Ocugen, Inc. (NASDAQ: OCGN) is making significant strides in its ophthalmology gene therapy programs, as highlighted in its recent third-quarter earnings call. The company is advancing multiple clinical trials and has secured financing to support operations well into 2026.
OCU400: Retinitis Pigmentosa (RP) Treatment
Ocugen's lead gene therapy candidate, OCU400, has achieved key regulatory milestones. Health Canada approved the initiation of the Phase 3 liMeliGhT Clinical Trial in Canada, and the U.S. FDA approved an Expanded Access Program (EAP) for OCU400 for treating adults with Retinitis Pigmentosa (RP). This makes OCU400 available to qualifying patients beyond the Phase 3 trial, offering hope for a wider population. The Phase 3 clinical trial is on track to complete enrollment in the first half of 2025, with BLA and MAA filings planned for the first half of 2026, and potential commercialization in 2027.
"These accomplishments and consistent trial enrollment are bringing the company even closer to providing a potential one-time treatment for life to patients living with RP," said Dr. Shankar Musunuri, Ocugen's Chairman, CEO, and Co-Founder.
RP affects approximately 300,000 individuals in the US, Europe, and Canada and is caused by mutations in roughly 100 different genes. OCU400 has showcased its potential to provide a totally new category of treatment using its gene agnostic approach.

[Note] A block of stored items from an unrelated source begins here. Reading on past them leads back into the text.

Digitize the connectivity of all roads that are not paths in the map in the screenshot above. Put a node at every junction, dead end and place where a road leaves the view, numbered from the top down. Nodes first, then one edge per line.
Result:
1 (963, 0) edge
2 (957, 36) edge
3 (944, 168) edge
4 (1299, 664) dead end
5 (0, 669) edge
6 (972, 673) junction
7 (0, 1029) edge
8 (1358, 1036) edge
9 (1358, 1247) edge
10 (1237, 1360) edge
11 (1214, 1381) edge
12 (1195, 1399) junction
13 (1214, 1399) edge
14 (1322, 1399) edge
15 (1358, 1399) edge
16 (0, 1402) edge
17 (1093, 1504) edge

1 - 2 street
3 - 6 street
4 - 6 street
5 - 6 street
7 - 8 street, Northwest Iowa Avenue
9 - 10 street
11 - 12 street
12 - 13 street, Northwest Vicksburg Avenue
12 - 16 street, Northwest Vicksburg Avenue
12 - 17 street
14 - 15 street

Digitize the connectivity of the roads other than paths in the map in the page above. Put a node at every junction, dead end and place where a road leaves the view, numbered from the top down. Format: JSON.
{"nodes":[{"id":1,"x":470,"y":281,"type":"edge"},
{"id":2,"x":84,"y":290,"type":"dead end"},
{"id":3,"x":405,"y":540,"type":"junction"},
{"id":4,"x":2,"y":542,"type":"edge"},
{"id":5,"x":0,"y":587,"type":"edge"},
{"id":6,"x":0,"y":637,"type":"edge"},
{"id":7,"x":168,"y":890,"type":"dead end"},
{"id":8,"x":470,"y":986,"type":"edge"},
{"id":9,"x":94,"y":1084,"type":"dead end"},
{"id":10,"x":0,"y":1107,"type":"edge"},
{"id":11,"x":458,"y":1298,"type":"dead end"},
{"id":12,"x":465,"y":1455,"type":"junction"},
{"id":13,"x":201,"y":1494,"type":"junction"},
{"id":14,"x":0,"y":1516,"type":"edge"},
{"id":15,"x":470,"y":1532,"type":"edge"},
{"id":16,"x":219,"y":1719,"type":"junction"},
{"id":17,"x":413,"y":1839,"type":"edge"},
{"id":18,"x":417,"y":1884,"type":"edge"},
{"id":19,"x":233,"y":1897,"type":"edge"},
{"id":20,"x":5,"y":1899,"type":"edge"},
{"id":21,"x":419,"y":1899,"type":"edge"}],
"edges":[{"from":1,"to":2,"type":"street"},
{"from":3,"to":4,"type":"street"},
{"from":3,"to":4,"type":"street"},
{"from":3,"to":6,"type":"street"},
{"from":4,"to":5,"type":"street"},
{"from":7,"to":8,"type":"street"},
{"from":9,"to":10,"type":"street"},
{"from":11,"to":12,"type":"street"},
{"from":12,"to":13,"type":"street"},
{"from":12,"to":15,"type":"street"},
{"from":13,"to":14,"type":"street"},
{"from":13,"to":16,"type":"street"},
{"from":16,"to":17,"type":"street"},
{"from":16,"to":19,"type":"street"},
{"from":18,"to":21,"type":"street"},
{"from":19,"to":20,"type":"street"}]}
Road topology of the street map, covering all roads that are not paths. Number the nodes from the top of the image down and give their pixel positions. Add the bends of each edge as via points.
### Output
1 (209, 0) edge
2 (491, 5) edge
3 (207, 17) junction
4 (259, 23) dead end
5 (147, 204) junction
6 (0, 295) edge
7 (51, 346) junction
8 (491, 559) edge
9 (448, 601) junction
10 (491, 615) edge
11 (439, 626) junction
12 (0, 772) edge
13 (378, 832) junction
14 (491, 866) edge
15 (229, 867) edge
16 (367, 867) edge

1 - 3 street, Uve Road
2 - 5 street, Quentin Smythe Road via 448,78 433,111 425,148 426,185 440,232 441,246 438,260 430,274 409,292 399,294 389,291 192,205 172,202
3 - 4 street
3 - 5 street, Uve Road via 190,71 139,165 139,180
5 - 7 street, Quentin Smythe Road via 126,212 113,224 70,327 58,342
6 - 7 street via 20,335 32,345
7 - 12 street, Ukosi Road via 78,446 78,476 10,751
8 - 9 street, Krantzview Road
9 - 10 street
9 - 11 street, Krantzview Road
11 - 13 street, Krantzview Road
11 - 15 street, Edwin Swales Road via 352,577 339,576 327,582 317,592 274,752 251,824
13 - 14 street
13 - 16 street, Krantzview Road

OCU410 and OCU410ST: Addressing GA and Stargardt Disease
OCU410 is in Phase 2 for treating geographic atrophy (GA), an advanced form of dry age-related macular degeneration (dAMD). OCU410 is designed to address multiple pathways implicated in dAMD pathogenesis, offering advantages over current treatments that target only the complement system. With 2 to 3 million GA patients in the US and Europe combined, OCU410 represents a considerable market. A preliminary safety and efficacy update on the OCU410 Phase 1/2 ArMaDa clinical trial will be shared at the upcoming clinical showcase next week.
OCU410ST, which has received orphan drug designation from the FDA, is in development for Stargardt disease. Phase 1 dosing of the Phase 1/2 GARDian clinical trial has been completed, demonstrating a favorable safety and tolerability profile. Stargardt disease affects approximately 100,000 people in the US and Europe, with no approved therapy available. A preliminary safety and efficacy update on the OCU410ST Phase 1/2 GARDian clinical trial will also be featured at the upcoming clinical showcase.
OCU200: Diabetic Macular Edema (DME) Candidate
Ocugen's biologic platform, OCU200, is being developed to treat vascular complications of Diabetic Macular Edema (DME). The FDA cleared the investigational drug application for the Phase 1 clinical trial evaluating OCU200, a recombinant fusion protein consisting of tumstatin and transferrin for treatment of DME. Approximately 746,000 patients in the United States are affected with DME, and 30% to 40% of DME patients are refractive to current anti-VEGF therapies. Ocugen believes OCU200 has the potential to provide a new treatment option for a significant percentage of people living with DME, including non-responders to the current standard-of-care. The Phase I clinical trial of OCU200 is planned to initiate this quarter.
Financial Stability
Ocugen reported cash and restricted cash of $39 million as of September 30, 2024. The company recently closed a debt financing that secured $30 million from Avenue Capital Group, which is expected to extend their runway into the first quarter of 2026.